Given records.
=== Begin Enclosure ===
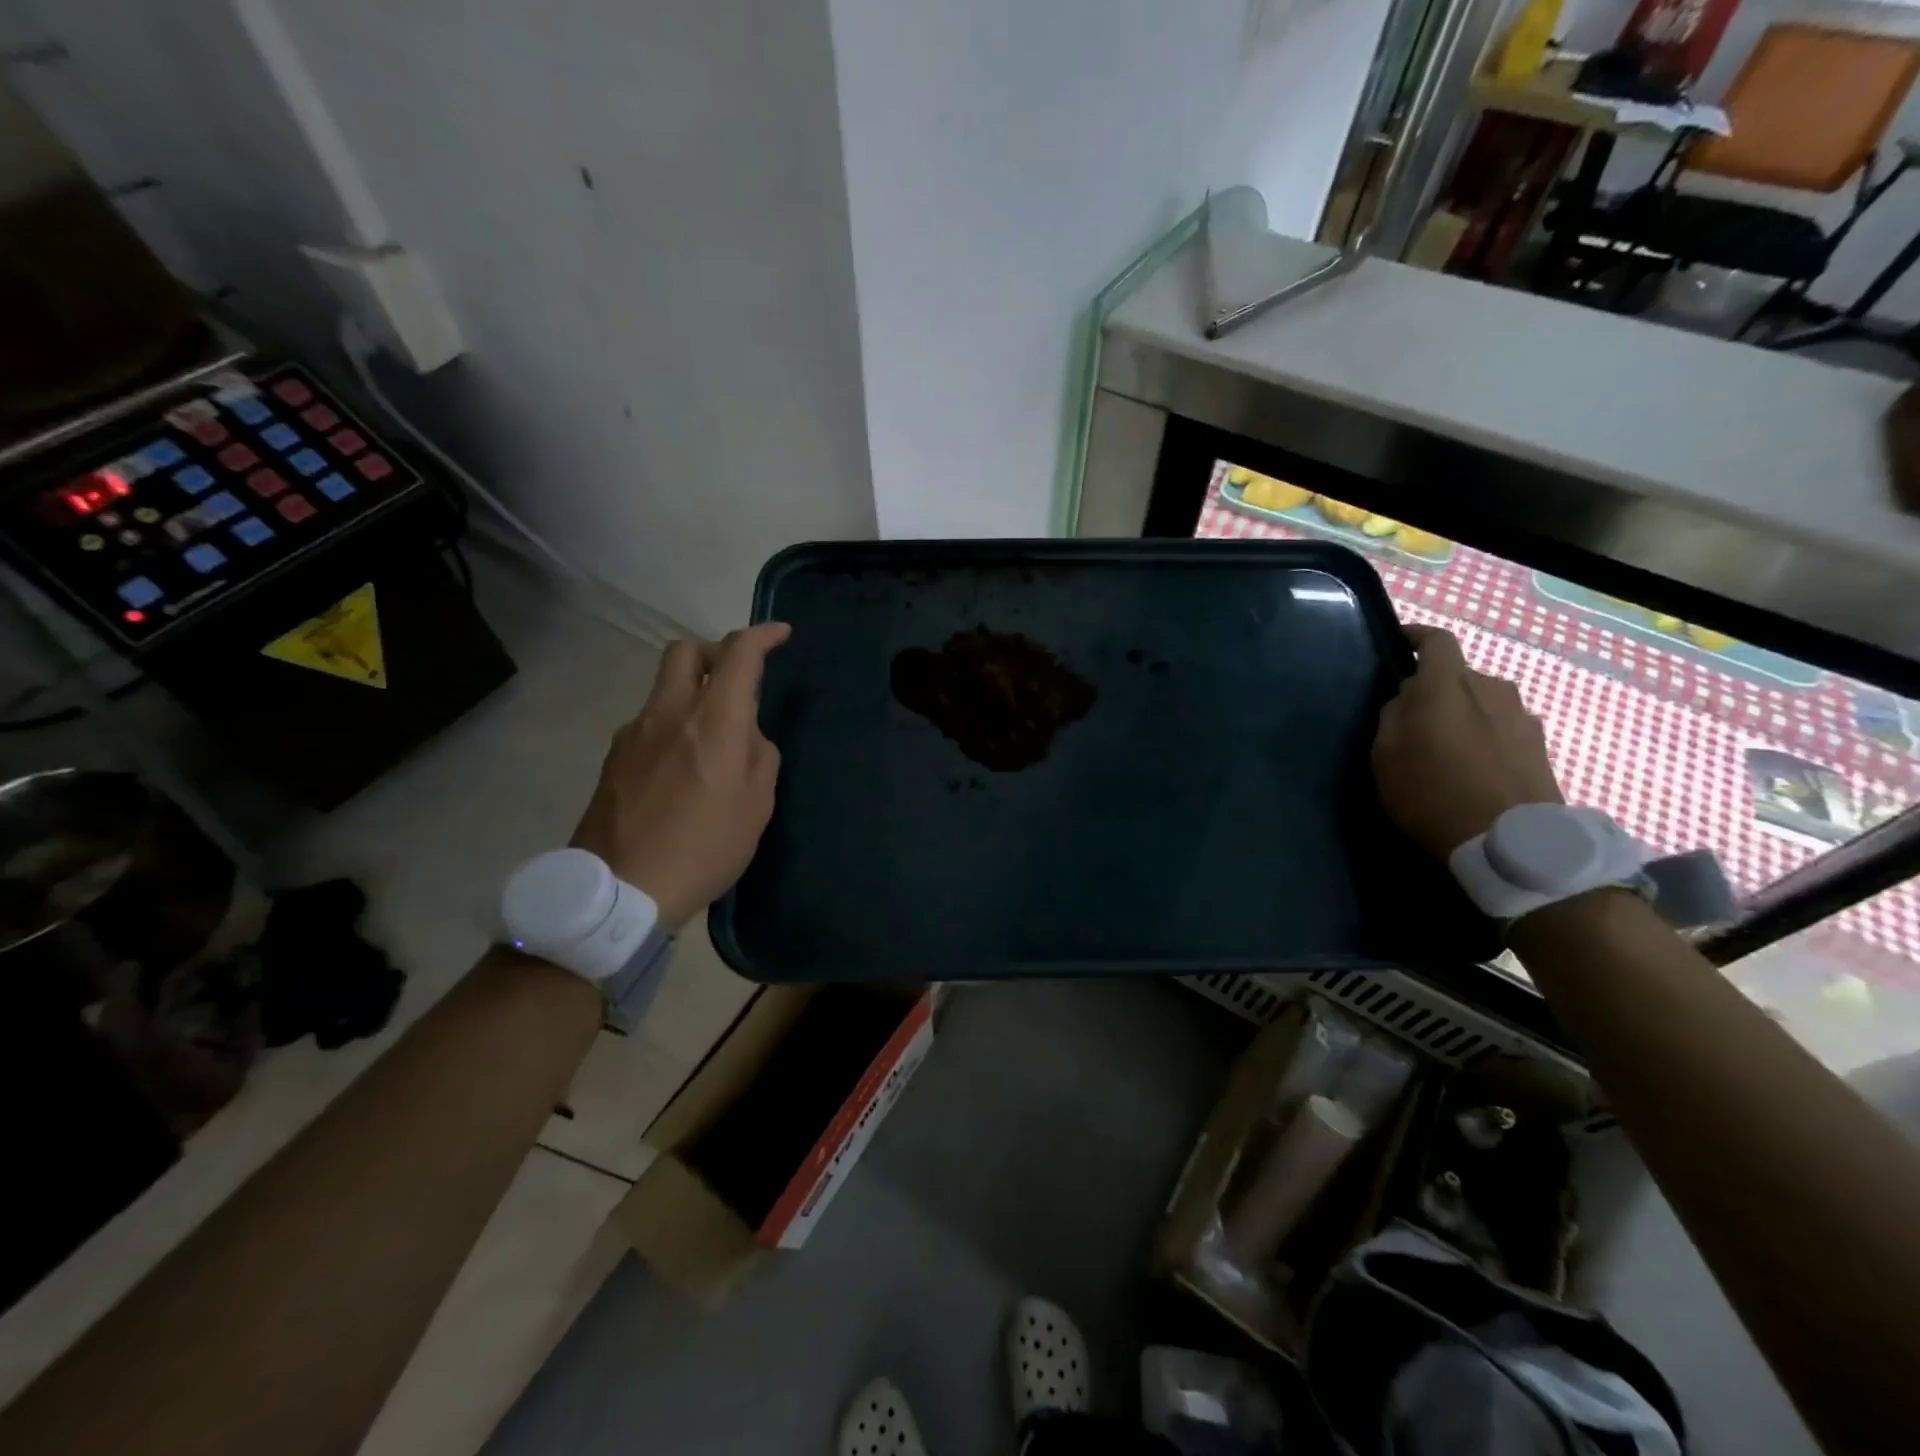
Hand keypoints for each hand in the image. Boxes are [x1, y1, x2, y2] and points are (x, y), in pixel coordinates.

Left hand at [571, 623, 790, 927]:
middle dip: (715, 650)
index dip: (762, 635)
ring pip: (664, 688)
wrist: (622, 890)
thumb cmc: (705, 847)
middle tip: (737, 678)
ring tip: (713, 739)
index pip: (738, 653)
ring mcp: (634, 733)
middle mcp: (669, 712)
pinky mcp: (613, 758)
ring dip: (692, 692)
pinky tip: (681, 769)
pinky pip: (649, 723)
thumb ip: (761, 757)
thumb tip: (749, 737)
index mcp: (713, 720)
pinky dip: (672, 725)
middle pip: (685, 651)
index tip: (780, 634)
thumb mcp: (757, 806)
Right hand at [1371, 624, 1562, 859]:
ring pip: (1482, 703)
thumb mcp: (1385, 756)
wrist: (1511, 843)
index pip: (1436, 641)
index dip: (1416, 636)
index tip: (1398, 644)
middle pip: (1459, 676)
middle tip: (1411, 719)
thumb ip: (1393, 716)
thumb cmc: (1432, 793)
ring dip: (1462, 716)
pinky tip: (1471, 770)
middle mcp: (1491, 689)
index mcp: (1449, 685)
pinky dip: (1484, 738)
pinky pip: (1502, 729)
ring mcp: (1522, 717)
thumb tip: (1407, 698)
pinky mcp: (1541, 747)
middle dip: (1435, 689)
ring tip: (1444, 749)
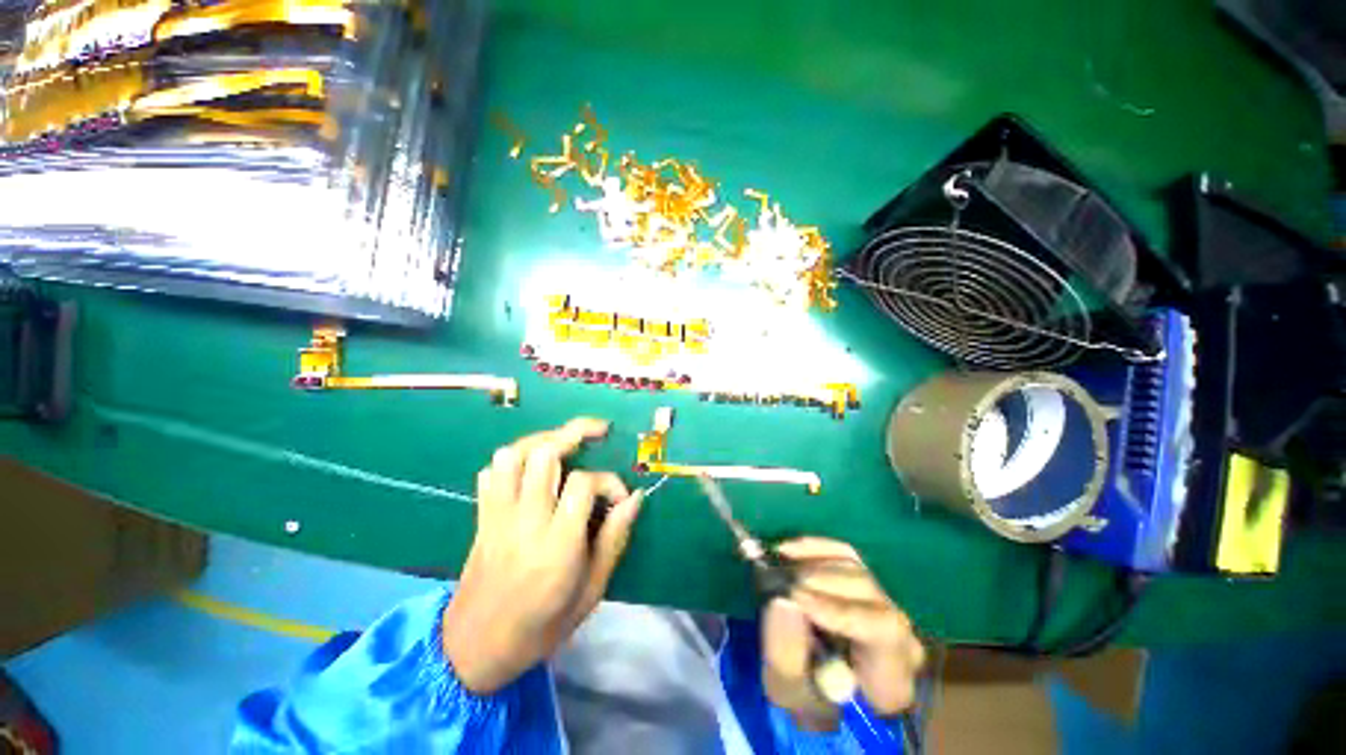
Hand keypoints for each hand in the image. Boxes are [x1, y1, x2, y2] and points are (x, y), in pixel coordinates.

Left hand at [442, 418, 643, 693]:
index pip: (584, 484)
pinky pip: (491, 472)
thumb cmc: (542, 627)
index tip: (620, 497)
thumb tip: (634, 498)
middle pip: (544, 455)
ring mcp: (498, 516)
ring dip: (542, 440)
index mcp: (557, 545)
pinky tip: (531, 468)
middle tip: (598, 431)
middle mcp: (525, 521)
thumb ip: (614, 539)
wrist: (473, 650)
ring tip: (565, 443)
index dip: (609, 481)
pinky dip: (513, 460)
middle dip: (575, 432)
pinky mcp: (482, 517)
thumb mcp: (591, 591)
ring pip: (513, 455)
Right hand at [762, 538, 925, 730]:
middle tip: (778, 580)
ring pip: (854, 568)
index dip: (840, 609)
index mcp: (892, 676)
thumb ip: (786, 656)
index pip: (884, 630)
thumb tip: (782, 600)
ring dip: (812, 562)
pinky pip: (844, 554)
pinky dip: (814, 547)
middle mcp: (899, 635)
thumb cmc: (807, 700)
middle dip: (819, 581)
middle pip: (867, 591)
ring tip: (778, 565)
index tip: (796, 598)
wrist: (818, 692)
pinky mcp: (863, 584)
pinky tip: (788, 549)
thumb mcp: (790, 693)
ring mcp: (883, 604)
=== End Enclosure ===
What the exercise asks. Every line of the records above must reappear exactly, though the pictures must not.

Answer space.
Hand keypoints for each hand in the image. Boxes are [x1, y1, x2, y2] and points are (x, y), in pixel coordinates.

Left hand at [571, 623, 790, 927]:
middle dip: (715, 650)
index dip: (762, 635)
ring pip: (664, 688)
wrist: (622, 890)
thumb cmc: (705, 847)
middle tip: (737, 678)
ring tip: (713, 739)
index pip: (738, 653)
ring mcp: (634, 733)
middle mcp: (669, 712)
pinky mcp: (613, 758)
ring dip: (692, 692)
pinky tip: (681, 769)
pinky pip: (649, 723)
thumb ip: (761, 757)
thumb tip: (749, 737)
index mcp: (713, 720)
pinky dip: (672, 725)
middle pip: (685, 651)
index tip: (780, 634)
thumb mcp: (757, 806)
Right hand at [1371, 624, 1562, 859]:
ring pip: (1482, 703)
thumb mcp: (1385, 756)
wrist: (1511, 843)
index pip: (1436, 641)
index dip: (1416, 636)
index tip: (1398, 644)
middle pip: (1459, 676)
middle tip: (1411, 719)
thumb ip: (1393, 716)
thumb cmc: (1432, 793)
ring dip: (1462, 716)
pinky tip: (1471, 770)
middle mcp: (1491, 689)
index mcp: (1449, 685)
pinky dip: (1484, 738)
pinky pip: (1502, 729)
ring mcp: (1522, 717)
thumb tip: (1407, 698)
pinky mcp: (1541, 747)
middle dip: (1435, 689)
ring tip: (1444, 749)
Hand keypoints for each hand in the image. Boxes are [x1, y1, x2, y2] and points are (x, y), in pixel coordinates.

Left hand at [442, 418, 643, 693]:
index pip: (584, 484)
pinky pip: (491, 472)
thumb cmc: (542, 627)
index tip: (620, 497)
thumb tip: (634, 498)
middle pip: (544, 455)
ring mcp: (498, 516)
ring dip: (542, 440)
index mcp: (557, 545)
pinky tip: (531, 468)
middle tip: (598, 431)
middle mcp: (525, 521)
thumb ip: (614, 539)
wrist: (473, 650)
ring tip: (565, 443)
index dip: (609, 481)
pinky dip: (513, 460)
middle dip: (575, 432)
pinky mcp: (482, 517)
thumb mcp: (591, 591)
ring pip: (513, 455)
Right hand at [762, 538, 925, 730]:
middle tip: (778, 580)
ring pip: (854, 568)
index dip: (840, 609)
index mcp: (892, 676)
thumb ip: (786, 656)
index pip: (884, 630)
thumb tip: (782, 600)
ring dip: (812, 562)
pinky pip: (844, 554)
pinky dip: (814, 547)
middle mcp: (899, 635)
thumb cmc: (807, 700)
middle dip: (819, 581)
middle pip: (867, 591)
ring tip: (778, 565)
index tip: (796, 598)
wrist: (818, 692)
pinky mcp: (863, 584)
pinky tip: (788, 549)
thumb mcp: (790, 693)
ring mcp: (883, 604)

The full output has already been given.